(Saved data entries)
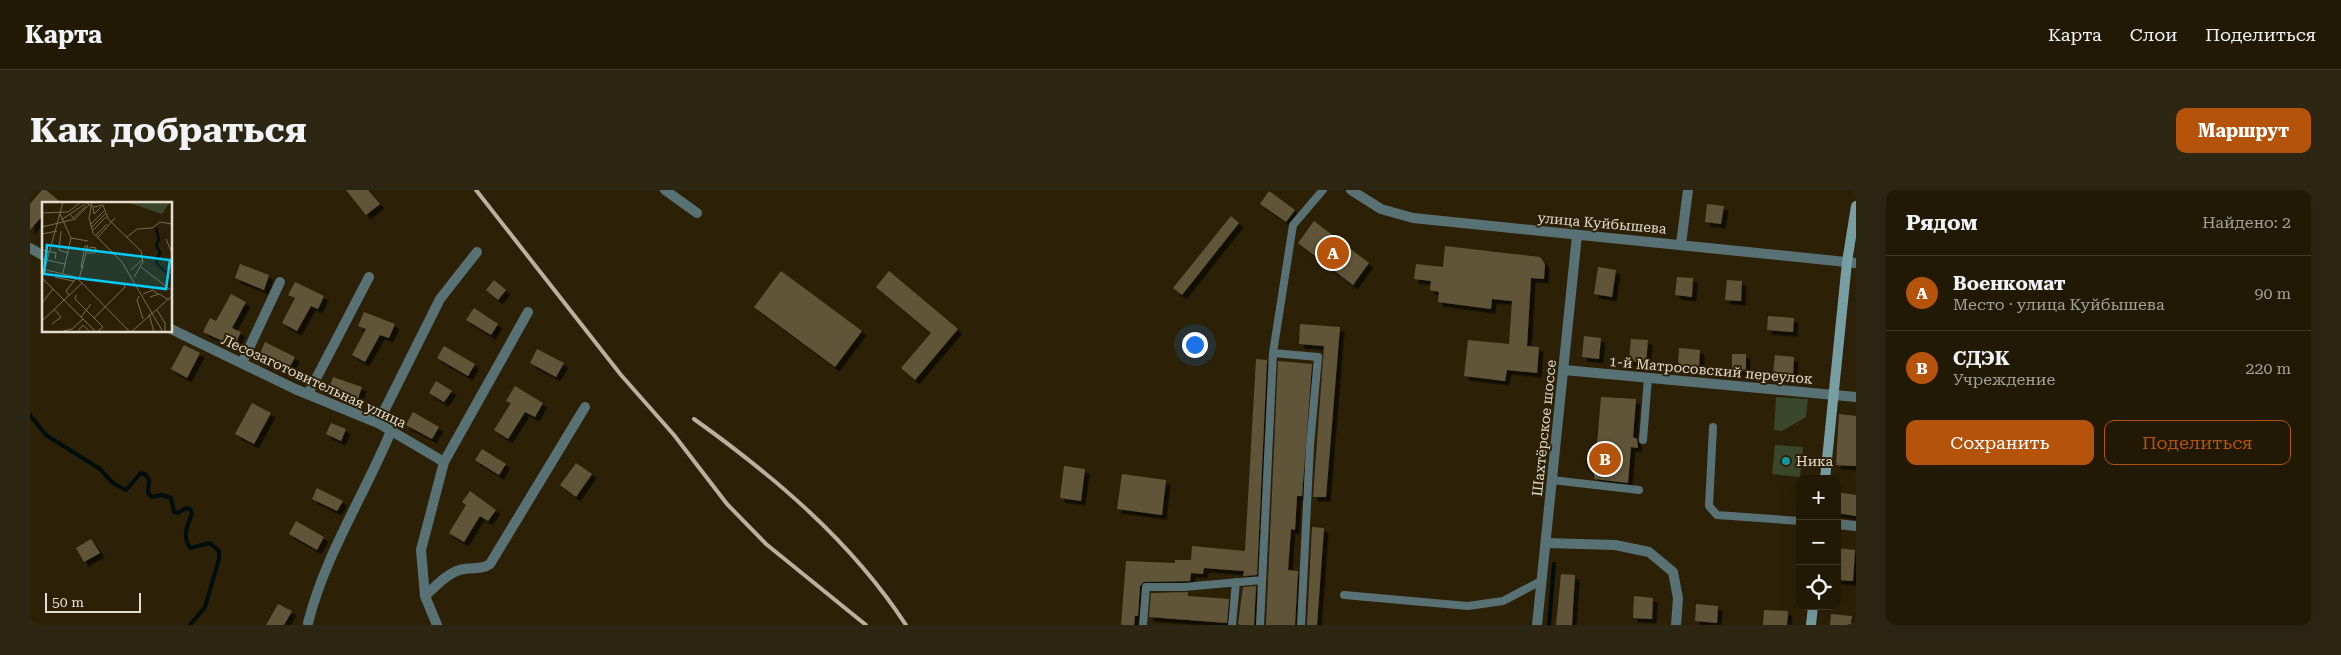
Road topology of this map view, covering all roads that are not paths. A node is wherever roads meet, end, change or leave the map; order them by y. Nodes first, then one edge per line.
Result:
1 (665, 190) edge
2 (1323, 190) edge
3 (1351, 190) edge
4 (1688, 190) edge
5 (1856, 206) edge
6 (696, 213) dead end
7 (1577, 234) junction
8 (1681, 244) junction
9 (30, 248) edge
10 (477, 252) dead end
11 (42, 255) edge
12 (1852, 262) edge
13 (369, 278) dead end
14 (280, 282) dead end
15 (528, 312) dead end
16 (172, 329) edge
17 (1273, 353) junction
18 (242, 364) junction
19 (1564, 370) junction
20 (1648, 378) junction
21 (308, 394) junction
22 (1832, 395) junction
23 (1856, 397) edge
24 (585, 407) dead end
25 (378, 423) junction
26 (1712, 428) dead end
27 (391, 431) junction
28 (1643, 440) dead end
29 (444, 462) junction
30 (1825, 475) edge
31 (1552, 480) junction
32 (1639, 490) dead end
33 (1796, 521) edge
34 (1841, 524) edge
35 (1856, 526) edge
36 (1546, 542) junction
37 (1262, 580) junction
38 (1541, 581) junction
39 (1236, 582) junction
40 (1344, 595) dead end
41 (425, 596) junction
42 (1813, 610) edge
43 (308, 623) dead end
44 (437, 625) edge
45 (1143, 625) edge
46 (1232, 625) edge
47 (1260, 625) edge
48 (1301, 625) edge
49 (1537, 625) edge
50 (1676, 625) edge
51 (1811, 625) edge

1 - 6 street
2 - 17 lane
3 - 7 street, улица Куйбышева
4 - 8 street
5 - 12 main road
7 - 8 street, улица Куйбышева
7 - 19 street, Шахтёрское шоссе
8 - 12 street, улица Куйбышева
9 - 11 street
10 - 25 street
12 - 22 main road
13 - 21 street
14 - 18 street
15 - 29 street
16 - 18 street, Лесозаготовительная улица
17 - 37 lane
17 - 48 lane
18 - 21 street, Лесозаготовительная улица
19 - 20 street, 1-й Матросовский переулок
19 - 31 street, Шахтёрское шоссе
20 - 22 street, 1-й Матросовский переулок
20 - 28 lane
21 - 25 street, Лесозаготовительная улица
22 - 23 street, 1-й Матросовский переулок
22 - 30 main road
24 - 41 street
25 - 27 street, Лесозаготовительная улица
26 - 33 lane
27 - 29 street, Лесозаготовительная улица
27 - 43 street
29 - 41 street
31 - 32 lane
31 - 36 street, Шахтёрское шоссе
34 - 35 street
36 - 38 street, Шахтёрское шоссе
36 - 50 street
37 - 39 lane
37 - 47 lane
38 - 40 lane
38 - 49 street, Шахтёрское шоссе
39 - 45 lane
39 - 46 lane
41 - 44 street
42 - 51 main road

** What is being asked **
Please print all of the records above exactly, omitting each picture.

** Response to the exercise **
Road topology of this map view, covering all roads that are not paths. A node is wherever roads meet, end, change or leave the map; order them by y. Nodes first, then one edge per line.
Result:
1 (665, 190) edge
2 (1323, 190) edge
3 (1351, 190) edge
4 (1688, 190) edge
5 (1856, 206) edge
6 (696, 213) dead end
7 (1577, 234) junction
8 (1681, 244) junction
9 (30, 248) edge
10 (477, 252) dead end
11 (42, 255) edge
12 (1852, 262) edge
13 (369, 278) dead end
14 (280, 282) dead end
15 (528, 312) dead end
16 (172, 329) edge
17 (1273, 353) junction
18 (242, 364) junction
19 (1564, 370) junction
20 (1648, 378) junction
21 (308, 394) junction
22 (1832, 395) junction
23 (1856, 397) edge
24 (585, 407) dead end
25 (378, 423) junction
26 (1712, 428) dead end
27 (391, 431) junction
28 (1643, 440) dead end
29 (444, 462) junction
30 (1825, 475) edge
31 (1552, 480) junction
32 (1639, 490) dead end
33 (1796, 521) edge
34 (1841, 524) edge
35 (1856, 526) edge
36 (1546, 542) junction
37 (1262, 580) junction
38 (1541, 581) junction
39 (1236, 582) junction
40 (1344, 595) dead end
41 (425, 596) junction
42 (1813, 610) edge
43 (308, 623) dead end
44 (437, 625) edge
45 (1143, 625) edge
46 (1232, 625) edge
47 (1260, 625) edge
48 (1301, 625) edge
49 (1537, 625) edge
50 (1676, 625) edge
51 (1811, 625) edge

1 - 6 street
2 - 17 lane
3 - 7 street, улица Куйбышева
4 - 8 street
5 - 12 main road
7 - 8 street, улица Куйбышева
7 - 19 street, Шахтёрское шоссе
8 - 12 street, улица Куйбышева
9 - 11 street
10 - 25 street
12 - 22 main road
13 - 21 street
14 - 18 street
15 - 29 street
16 - 18 street, Лесозаготовительная улица
17 - 37 lane
17 - 48 lane
18 - 21 street, Лесозаготовительная улица
19 - 20 street, 1-й Матросовский переулок
19 - 31 street, Шахтёрское шоссе
20 - 22 street, 1-й Матросовский переулок
20 - 28 lane
21 - 25 street, Лесозаготовительная улица
22 - 23 street, 1-й Матросовский переулок
22 - 30 main road
24 - 41 street
25 - 27 street, Лесозаготовительная улица
26 - 33 lane
27 - 29 street, Лесозаготовительная улица
27 - 43 street
29 - 41 street
31 - 32 lane
31 - 36 street, Шахтёрское шоссе
34 - 35 street
36 - 38 street, Шахтёрское шоссе
36 - 50 street
37 - 39 lane
37 - 47 lane
38 - 40 lane
38 - 49 street, Шахтёрское шоссе
39 - 45 lane
39 - 46 lane
41 - 44 street
42 - 51 main road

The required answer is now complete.